Adsorption and reaction of methanol on Fe3O4 (001)
- Pacific Northwest National Lab. (PNNL), Richland, WA (United States). Physical and Computational Sciences Directorate and Inst. for Integrated Catalysis
- Aarhus Univ. (Denmark)
- Pacific Northwest National Lab. (PNNL), Richland, WA (United States). Physical and Computational Sciences Directorate and Inst. for Integrated Catalysis; Washington State Univ., Pullman, WA (United States)
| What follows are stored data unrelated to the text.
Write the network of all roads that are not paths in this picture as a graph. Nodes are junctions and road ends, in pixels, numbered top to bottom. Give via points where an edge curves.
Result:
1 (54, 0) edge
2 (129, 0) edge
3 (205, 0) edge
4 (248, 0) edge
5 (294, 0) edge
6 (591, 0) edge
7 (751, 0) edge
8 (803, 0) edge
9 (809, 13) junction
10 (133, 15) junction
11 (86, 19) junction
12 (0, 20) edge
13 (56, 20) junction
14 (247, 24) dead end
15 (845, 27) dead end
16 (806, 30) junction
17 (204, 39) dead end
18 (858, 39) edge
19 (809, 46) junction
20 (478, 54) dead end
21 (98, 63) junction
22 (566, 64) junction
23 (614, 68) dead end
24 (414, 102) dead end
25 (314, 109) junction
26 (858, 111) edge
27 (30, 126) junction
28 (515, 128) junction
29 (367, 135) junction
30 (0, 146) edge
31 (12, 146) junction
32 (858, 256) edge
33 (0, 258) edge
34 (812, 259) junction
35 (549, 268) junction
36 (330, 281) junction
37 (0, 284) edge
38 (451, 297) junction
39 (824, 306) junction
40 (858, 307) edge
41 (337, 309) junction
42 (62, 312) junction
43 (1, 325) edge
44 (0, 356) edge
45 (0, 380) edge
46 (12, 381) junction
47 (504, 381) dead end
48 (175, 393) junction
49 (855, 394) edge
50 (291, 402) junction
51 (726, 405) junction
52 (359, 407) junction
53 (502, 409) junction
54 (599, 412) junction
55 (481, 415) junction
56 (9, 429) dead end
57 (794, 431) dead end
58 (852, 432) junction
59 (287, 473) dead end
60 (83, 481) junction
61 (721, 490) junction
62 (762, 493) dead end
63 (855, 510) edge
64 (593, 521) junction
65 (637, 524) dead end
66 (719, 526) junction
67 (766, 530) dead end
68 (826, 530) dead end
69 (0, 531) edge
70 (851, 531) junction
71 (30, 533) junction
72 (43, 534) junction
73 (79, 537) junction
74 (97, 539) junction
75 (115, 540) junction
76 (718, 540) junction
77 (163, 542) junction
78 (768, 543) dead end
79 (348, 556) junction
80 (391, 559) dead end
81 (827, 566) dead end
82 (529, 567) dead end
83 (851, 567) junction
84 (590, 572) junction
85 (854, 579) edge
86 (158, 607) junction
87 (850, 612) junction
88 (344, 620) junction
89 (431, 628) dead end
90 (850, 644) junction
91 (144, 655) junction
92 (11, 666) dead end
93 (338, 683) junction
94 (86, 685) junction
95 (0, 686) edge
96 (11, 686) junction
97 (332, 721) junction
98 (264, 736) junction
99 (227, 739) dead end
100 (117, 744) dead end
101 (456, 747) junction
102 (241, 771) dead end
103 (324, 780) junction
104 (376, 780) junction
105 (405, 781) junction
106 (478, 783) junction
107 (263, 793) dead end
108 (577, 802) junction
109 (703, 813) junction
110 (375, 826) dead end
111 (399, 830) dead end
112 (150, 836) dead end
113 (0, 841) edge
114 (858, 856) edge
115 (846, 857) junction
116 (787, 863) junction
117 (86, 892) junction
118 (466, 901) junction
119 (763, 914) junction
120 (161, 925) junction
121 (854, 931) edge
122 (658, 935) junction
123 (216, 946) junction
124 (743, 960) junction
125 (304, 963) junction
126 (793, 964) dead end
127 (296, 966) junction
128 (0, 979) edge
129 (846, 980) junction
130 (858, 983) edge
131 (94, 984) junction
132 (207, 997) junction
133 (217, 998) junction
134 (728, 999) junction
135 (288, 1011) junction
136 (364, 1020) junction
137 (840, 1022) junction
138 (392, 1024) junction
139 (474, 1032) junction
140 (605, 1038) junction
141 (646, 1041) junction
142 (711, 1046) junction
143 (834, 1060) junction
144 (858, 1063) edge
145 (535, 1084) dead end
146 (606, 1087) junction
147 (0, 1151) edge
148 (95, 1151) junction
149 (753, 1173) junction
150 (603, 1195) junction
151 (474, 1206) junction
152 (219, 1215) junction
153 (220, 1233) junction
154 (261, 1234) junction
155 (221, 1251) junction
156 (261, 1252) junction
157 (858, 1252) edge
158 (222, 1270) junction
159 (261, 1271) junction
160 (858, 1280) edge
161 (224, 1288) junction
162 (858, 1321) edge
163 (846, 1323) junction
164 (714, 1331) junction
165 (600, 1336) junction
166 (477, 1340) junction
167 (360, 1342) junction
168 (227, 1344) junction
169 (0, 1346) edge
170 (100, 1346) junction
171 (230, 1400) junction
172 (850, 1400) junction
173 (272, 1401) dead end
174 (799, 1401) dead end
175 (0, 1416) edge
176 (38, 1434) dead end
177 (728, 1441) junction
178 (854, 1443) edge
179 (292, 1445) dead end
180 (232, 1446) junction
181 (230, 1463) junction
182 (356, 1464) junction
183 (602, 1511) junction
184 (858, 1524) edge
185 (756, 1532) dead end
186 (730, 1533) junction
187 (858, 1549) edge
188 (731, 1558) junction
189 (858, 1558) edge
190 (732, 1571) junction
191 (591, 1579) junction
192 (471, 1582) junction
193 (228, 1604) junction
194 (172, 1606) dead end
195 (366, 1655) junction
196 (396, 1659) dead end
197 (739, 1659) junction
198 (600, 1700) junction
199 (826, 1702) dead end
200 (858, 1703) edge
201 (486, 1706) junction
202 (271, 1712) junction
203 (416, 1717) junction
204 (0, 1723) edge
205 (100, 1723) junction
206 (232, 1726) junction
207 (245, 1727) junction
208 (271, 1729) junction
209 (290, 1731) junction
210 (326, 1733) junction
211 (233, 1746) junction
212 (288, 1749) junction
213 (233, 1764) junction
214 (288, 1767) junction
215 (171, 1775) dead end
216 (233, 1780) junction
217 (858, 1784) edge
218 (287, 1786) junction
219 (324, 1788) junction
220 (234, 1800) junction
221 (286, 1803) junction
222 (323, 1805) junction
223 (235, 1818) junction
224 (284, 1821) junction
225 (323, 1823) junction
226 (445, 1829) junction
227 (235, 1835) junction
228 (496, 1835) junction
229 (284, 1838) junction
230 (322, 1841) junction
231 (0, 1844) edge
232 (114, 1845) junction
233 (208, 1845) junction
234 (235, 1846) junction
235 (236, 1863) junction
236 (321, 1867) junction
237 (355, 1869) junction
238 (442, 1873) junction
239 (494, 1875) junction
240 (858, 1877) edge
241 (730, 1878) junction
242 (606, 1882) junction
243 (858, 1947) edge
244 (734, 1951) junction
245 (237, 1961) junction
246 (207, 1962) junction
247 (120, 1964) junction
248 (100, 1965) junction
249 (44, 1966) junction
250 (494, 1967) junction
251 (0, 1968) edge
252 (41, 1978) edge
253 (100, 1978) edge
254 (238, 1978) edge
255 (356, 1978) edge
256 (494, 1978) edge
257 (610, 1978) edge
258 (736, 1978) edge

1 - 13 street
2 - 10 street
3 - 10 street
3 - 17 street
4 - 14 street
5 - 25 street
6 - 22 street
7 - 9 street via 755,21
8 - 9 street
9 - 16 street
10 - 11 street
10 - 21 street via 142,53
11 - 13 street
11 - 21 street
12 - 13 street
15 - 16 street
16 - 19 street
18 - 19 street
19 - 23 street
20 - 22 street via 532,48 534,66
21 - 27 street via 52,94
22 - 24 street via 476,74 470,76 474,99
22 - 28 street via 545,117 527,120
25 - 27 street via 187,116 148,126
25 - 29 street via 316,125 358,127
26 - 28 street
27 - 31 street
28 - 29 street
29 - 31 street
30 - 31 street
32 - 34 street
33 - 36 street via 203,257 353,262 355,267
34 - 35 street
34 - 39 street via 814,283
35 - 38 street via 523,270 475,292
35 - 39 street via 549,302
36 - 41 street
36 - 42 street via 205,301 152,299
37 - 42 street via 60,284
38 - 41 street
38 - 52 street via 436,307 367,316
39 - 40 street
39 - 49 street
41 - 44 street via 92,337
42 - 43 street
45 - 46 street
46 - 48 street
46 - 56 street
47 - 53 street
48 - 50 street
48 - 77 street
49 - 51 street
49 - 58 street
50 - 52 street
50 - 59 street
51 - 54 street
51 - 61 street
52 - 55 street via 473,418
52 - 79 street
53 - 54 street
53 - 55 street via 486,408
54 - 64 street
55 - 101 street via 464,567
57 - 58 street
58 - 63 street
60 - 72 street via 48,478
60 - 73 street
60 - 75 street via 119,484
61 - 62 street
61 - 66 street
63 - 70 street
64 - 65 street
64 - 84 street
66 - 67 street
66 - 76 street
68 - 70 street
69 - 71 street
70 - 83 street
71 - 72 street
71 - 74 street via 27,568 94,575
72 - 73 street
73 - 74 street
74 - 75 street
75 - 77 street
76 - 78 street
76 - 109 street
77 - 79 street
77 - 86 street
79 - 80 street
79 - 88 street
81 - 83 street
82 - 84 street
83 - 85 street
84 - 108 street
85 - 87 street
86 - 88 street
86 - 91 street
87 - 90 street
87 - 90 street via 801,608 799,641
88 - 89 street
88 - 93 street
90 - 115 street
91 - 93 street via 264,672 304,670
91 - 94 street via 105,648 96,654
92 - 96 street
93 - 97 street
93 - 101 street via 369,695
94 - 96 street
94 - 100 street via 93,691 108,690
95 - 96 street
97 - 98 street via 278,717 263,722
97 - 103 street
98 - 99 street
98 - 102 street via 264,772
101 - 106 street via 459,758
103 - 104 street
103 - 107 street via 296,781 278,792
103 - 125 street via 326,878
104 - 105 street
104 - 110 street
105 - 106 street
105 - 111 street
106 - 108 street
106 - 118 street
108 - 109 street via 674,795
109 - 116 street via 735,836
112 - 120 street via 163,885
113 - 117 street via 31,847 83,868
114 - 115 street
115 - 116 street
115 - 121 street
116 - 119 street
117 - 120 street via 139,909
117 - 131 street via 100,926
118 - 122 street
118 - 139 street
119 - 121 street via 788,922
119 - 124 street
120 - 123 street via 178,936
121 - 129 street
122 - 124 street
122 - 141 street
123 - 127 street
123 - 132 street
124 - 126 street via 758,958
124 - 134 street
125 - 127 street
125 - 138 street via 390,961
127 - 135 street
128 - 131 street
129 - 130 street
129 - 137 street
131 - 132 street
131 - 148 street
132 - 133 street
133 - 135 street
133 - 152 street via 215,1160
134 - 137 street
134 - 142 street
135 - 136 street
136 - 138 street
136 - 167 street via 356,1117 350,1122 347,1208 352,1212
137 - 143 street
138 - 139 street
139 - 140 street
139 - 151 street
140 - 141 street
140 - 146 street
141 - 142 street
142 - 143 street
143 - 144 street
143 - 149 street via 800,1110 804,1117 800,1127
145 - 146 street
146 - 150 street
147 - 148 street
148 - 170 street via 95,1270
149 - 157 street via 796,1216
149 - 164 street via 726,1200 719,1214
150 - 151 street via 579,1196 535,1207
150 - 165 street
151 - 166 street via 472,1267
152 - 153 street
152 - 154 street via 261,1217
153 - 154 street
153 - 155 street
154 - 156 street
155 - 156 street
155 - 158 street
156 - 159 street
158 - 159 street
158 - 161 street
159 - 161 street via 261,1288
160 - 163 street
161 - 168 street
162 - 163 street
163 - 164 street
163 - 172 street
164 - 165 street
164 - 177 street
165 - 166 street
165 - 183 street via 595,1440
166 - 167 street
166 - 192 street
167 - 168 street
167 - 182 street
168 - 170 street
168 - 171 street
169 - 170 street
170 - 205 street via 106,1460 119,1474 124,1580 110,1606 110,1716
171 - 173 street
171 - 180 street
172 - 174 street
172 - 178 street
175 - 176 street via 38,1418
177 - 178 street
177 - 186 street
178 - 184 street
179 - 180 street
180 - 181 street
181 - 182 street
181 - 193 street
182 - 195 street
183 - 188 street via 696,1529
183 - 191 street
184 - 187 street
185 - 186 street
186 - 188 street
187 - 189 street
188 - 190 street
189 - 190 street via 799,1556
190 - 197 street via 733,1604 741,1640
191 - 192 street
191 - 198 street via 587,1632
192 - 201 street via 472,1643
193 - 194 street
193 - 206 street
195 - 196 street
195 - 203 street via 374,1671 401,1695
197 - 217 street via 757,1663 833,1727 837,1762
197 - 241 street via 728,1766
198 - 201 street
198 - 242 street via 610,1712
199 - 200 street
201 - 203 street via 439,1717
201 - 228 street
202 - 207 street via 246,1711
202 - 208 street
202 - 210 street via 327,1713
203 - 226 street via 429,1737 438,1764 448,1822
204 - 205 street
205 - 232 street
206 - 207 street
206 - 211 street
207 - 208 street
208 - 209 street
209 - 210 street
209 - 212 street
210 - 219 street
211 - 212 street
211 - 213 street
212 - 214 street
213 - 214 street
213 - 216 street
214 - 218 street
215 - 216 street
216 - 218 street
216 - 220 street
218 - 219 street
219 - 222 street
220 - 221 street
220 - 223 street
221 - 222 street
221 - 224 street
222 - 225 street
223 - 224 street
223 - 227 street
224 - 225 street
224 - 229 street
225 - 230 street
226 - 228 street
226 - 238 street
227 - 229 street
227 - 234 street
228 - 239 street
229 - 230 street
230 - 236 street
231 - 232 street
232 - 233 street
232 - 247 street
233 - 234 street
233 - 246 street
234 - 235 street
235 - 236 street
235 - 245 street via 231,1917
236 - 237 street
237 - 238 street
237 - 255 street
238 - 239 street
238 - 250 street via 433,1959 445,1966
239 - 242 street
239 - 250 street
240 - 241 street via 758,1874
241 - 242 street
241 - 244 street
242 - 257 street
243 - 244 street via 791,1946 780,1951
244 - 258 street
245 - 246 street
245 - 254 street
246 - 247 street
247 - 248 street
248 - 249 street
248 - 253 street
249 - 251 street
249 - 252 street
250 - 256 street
- Vienna Univ. of Technology (Austria). Inst. of Applied Physics
The interaction of methanol with iron oxide surfaces is of interest due to its potential in hydrogen storage, and from a fundamental perspective as a chemical probe of the reactivity. We present here a study examining the adsorption and reaction of methanol on magnetite Fe3O4(001) at cryogenic temperatures using a combination of temperature programmed desorption, x-ray photoelectron spectroscopy, and scanning tunneling microscopy. We report the methanol desorption profile from Fe3O4(001) is complex, exhibiting peaks at 145, 175, 238, and 273 K, corresponding to the desorption of intact methanol, as well as peaks at 350 and 500 K due to the reaction of methoxy intermediates. The saturation of a monolayer of methanol corresponds to ~5 molecules/unit cell (u.c.), which is slightly higher than the number of surface octahedral iron atoms of 4/u.c. We probe the kinetics and thermodynamics of the desorption of molecular methanol using inversion analysis. The deconvolution of the complex desorption profile into individual peaks allows for calculations of both the desorption energy and the prefactor of each feature. The initial 0.7 methanol/u.c. reacts to form a methoxy and hydroxy intermediates by 180 K, which remains on the surface above room temperature after intact methanol has desorbed. The methoxy species react via one of two channels, a recombination reaction with surface hydroxyls to form additional methanol at ~350 K, and a disproportionation reaction to form methanol and formaldehyde at ~500 K. Only 20% of the methoxy species undergo the disproportionation reaction, with most of them reacting via the 350 K pathway.
- Research Organization:
- Pacific Northwest National Laboratory (PNNL), Richland, WA (United States)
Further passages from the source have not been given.